Yakın olamayacak kadar uzak, konuşamayacak kadar suskun, aydınlanmayacak kadar karanlık bir zamanın çocuklarıydık. Çocukluğumuza duyduğumuz özlem, şimdiki zamanın çirkinliğindendi. Soğuk, kirli, ve anlamını yitirmiş bir dünyada varolmaya çalışan iyi çocukların kopyası olmaya çalışanlardık. Çalışmayı dahi başaramayanlardık.
Sakin, dipsiz, yarınsız bir uçurumun kenarında gökyüzüne dokunmaya çalışıyor, düşmeyeceğimizin garantisini veremiyorduk. Tüm kalabalıklarda yalnız tüm yalnızlıklarda sahtesine boyanamış çoğullardık. Aynı olduğumuz kulaklarımıza fısıldanırken, farklılıklarımız kor ateşlerde acımazsızca dövülüyordu. Yakılan aşklar, doyumsuz sanılan mutluluklar, içinden çıkılmaz hazlar hiç kimsenin ve herkesindi. Sahipleri olan sahipsizlerdik ve sahibimizin kapısına mühürlenmiş geleceklerimiz vardı.
Arkamıza dönüp bakmak istediğimiz zamanlarda, orada bulamamaktan korktuklarımızı sırmalı işlemelerle terk edişimiz vardı. Hangi matematik kurtarır bilinmez ama hiçbir duyguya sığdıramadığımız paha biçilmez değerlerimiz vardı. Tükenmek üzere kurulu hayatın üreticisi olmak istesekte elimizde kalan hiçlerin kölesiydik.
Kurtarılmış bölgelere girmeye cesareti olmayan puslu kahramanlardık. Ekranları seyirlik hayatların bayalığı sarmışken her yanımızı, asla uslanmayacak irademizin parçalanmasını bir ahlak abidesi gibi sunanlardık.

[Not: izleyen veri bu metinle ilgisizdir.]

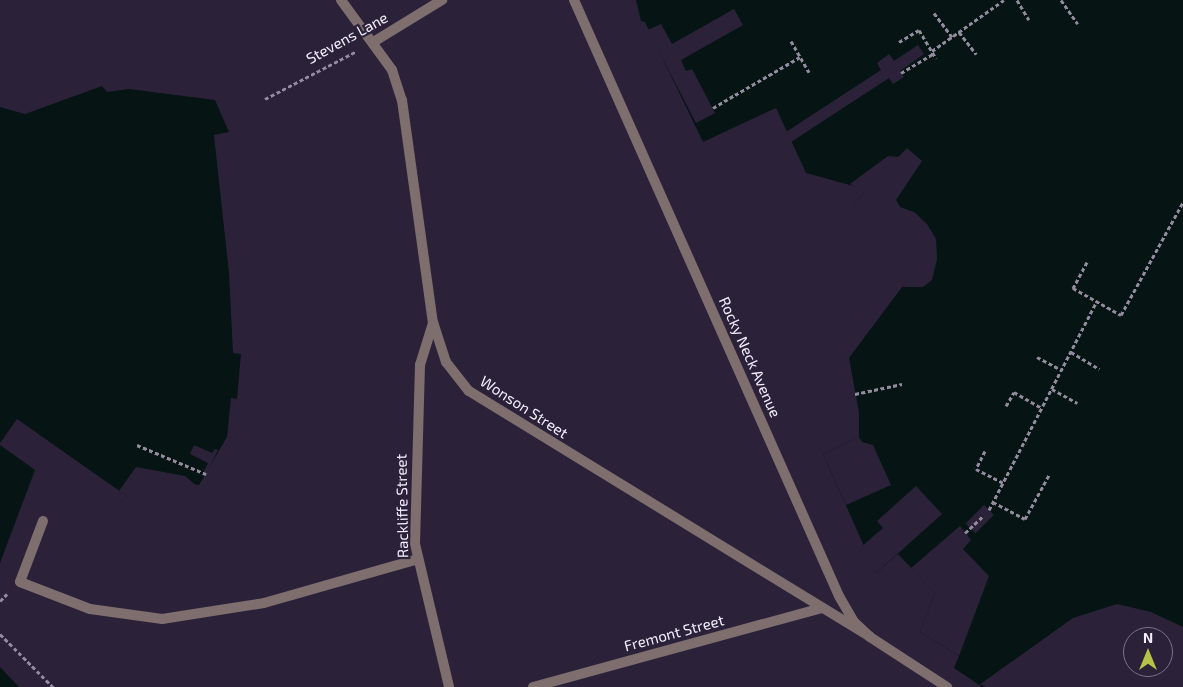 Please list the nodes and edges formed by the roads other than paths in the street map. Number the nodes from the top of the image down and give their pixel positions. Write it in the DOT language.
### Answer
graph roads {
  1 [pos="342,0"];
  2 [pos="442,0"];
  3 [pos="574,0"];
  4 [pos="375,41"];
  5 [pos="433,322"];
  6 [pos="43,521"];
  7 [pos="418,559"];
  8 [pos="822,608"];
  9 [pos="870,637"];
  10 [pos="449,687"];
  11 [pos="533,687"];
  12 [pos="947,687"];
  1 -- 4 [label="street, Wonson Street"];
  2 -- 4 [label="street, Stevens Lane"];
  3 -- 9 [label="street, Rocky Neck Avenue"];
  4 -- 5 [label="street, Wonson Street"];
  5 -- 7 [label="street, Rackliffe Street"];
  5 -- 8 [label="street, Wonson Street"];
  6 -- 7 [label="street"];
  7 -- 10 [label="street, Rackliffe Street"];
  8 -- 9 [label="street, Wonson Street"];
  8 -- 11 [label="street, Fremont Street"];
  9 -- 12 [label="street, Rocky Neck Avenue"];
}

O halde biz ne zaman varolduk. Hangi zamanın biçare çocuklarıydık. Hangi zamanın tek başına kalanlarıydık. Hangi zaman bizi cesaretlendirecekti yüreğimizdeki doğruya kılavuzluk etmeye. Sahi kimdi bizim isimsiz kahramanımız? Kendimiz miydik.